The only incontrovertible fact in this case is that, by 20 December 2000, Mr Belmon’s CT scan revealed pathology in his low back. There are no incontrovertible facts, however, as to the cause of that pathology.
Mr Belmon’s Evidence
I do not accept Mr Belmon’s submissions on this issue. The Arbitrator referred to Mr Belmon’s evidence in detail and correctly observed that the only contemporaneous evidence submitted by him in support of the alleged injury being work related was “self reported” (Reasons, paragraph 23). The other contemporaneous evidence was from Fairfield Hospital, which was contrary to Mr Belmon’s assertions. She referred to Mr Belmon’s claim that he acted on the advice of Mr Nissan, who was uninsured and in financial difficulty, and that his English was poor and that he did not understand his entitlements.
She then referred to Mr Belmon’s oral evidence, noting that he insisted that he experienced only one instance of back pain rather than the two noted by Fairfield Hospital and that after some treatment the pain resolved and went away completely prior to the car accident in September 2001 (Reasons, paragraph 28 and T19.15). Mr Belmon later denied that his pain went away completely (T21.12).
She then considered the substantial body of other evidence dealing with the alleged circumstances of the injury in November/December 2000 and whether or not Mr Belmon had recovered from that injury (Reasons, paragraphs 33 to 45). She also noted the circumstances in which the unsigned statements were taken (Reasons, paragraph 46) and that Mr Nissan and Mr Gabriel were family friends as well as business associates.
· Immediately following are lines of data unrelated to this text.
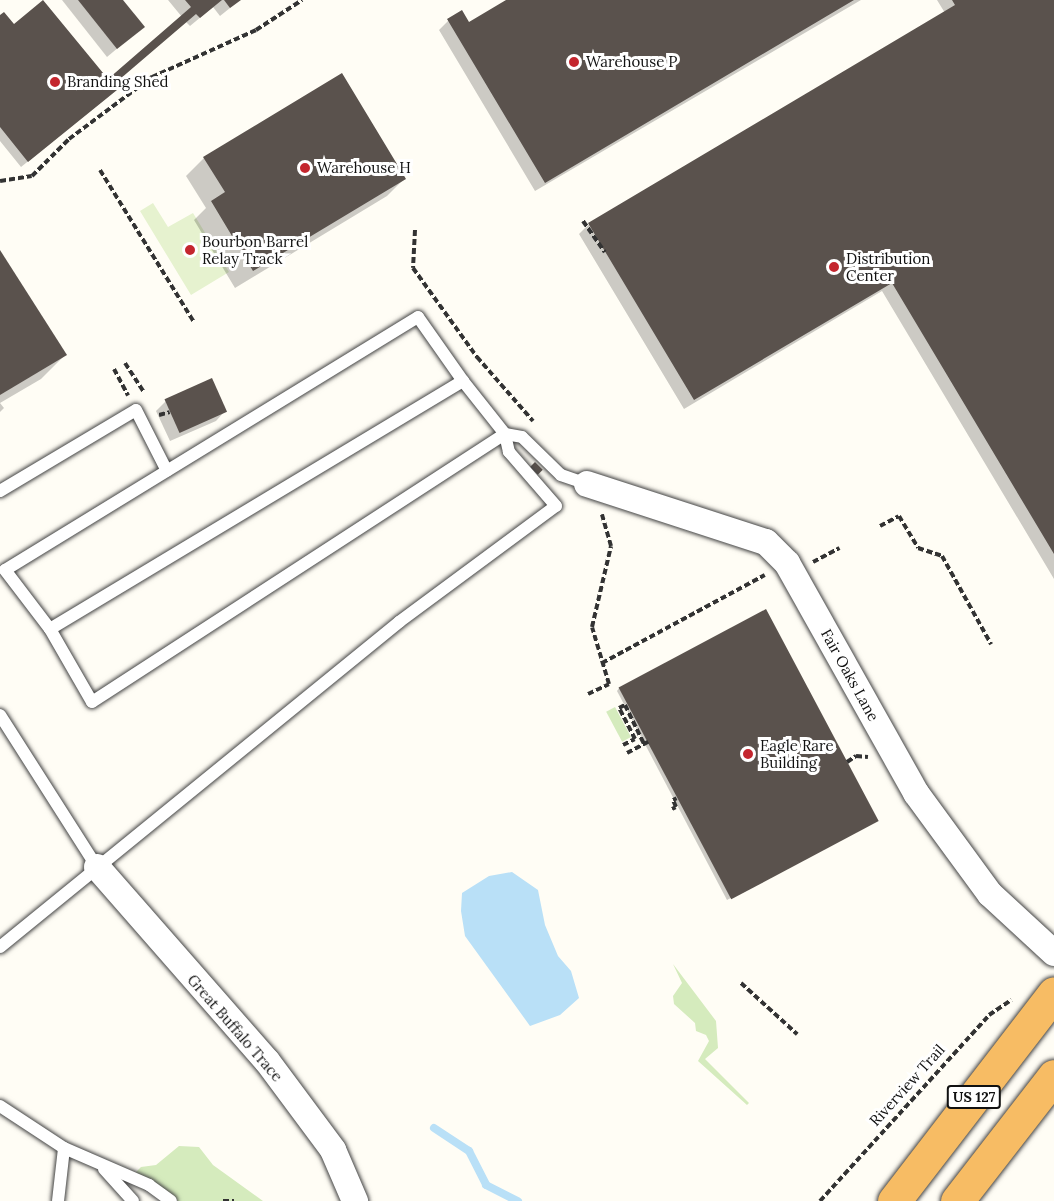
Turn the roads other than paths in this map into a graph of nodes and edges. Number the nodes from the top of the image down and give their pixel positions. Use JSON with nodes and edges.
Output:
{"nodes":[{"id":1,"x":463,"y":381,"type":"junction"},
{"id":2,"x":505,"y":434,"type":"junction"},
{"id":3,"x":167,"y":471,"type":"junction"},
{"id":4,"x":587,"y":484,"type":"joint"},
{"id":5,"x":0,"y":491,"type":"edge"},
{"id":6,"x":2,"y":567,"type":"edge"},
{"id":7,"x":50,"y":629,"type":"junction"},
{"id":8,"x":0,"y":715,"type":"edge"},
{"id":9,"x":97,"y":867,"type":"junction"},
{"id":10,"x":0,"y":947,"type":"edge"},
{"id":11,"x":1054,"y":953,"type":"edge"},
{"id":12,"x":1054,"y":993,"type":"edge"},
{"id":13,"x":1054,"y":1076,"type":"edge"},
{"id":14,"x":0,"y":1106,"type":"edge"},
{"id":15,"x":64,"y":1148,"type":"junction"},
{"id":16,"x":101,"y":1166,"type":"junction"},
{"id":17,"x":58,"y":1201,"type":"edge"},
{"id":18,"x":133,"y":1201,"type":"edge"},
{"id":19,"x":171,"y":1201,"type":"edge"},
{"id":20,"x":355,"y":1201,"type":"edge"},
{"id":21,"x":894,"y":1201,"type":"edge"},
{"id":22,"x":957,"y":1201,"type":"edge"}],
"edges":[{"from":1,"to":2,"type":"lane"},
{"from":1,"to":3,"type":"lane"},
{"from":1,"to":7,"type":"lane"},
{"from":2,"to":4,"type":"lane"},
{"from":2,"to":7,"type":"lane"},
{"from":2,"to":9,"type":"lane"},
{"from":3,"to":5,"type":"lane"},
{"from":3,"to":6,"type":"lane"},
{"from":4,"to":11,"type":"street","name":"Fair Oaks Lane"},
{"from":6,"to":7,"type":"lane"},
{"from":8,"to":9,"type":"lane"},
{"from":9,"to":10,"type":"lane"},
{"from":9,"to":20,"type":"street","name":"Great Buffalo Trace"},
{"from":12,"to":21,"type":"highway","number":"US 127"},
{"from":13,"to":22,"type":"highway","number":"US 127"},
{"from":14,"to":15,"type":"lane"},
{"from":15,"to":16,"type":"lane"},
{"from":15,"to":17,"type":"lane"},
{"from":16,"to":18,"type":"lane"},
{"from":16,"to":19,"type":"lane"}]}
The Arbitrator correctly observed that Mr Belmon carried the onus of proving his claim (Reasons, paragraph 49) and that there were “serious inconsistencies” (Reasons, paragraph 50). Those inconsistencies raised significant doubts about the veracity of Mr Belmon’s claim and the weight to be attached to his evidence. The Arbitrator then referred to and dealt with those inconsistencies and concluded that she preferred the “contemporaneous evidence of Fairfield Hospital” as it was “the most compelling evidence available” (Reasons, paragraph 60). That conclusion was open to the Arbitrator and I agree with it.
CONCLUSION
Having conducted a review on the merits (per Spigelman CJ in State Transit Authority of New South Wales v Fritzi Chemler [2007] NSWCA 249; (2007) 5 DDCR 287 at [28]), I am firmly of the view that the Arbitrator reached the correct conclusion. This is a case in which Mr Belmon’s credit was squarely challenged at the arbitration and the Arbitrator expressly acknowledged as much by her reference to the “credit issue” at paragraph 51 of her Reasons. Mr Belmon admitted that he gave false histories to both Dr Emil Guirguis and to Fairfield Hospital as to how he injured his back in November or December 2000. In such circumstances the Arbitrator was entitled to assess his evidence with some care to determine if it could be properly accepted. She did that by looking at the “total picture” and she concluded that there were other inconsistencies in Mr Belmon’s case such that she did not accept he had proven his case. I agree.
DECISION
The Arbitrator’s decision dated 11 July 2008 is confirmed.
COSTS
Each party is to pay his or its own costs of the appeal.
Bill Roche
Deputy President
30 October 2008
I, TUYET WALLIS, CERTIFY THAT THIS IS A TRUE AND ACCURATE RECORD OF THE REASONS FOR DECISION OF BILL ROCHE, DEPUTY PRESIDENT OF THE WORKERS COMPENSATION COMMISSION.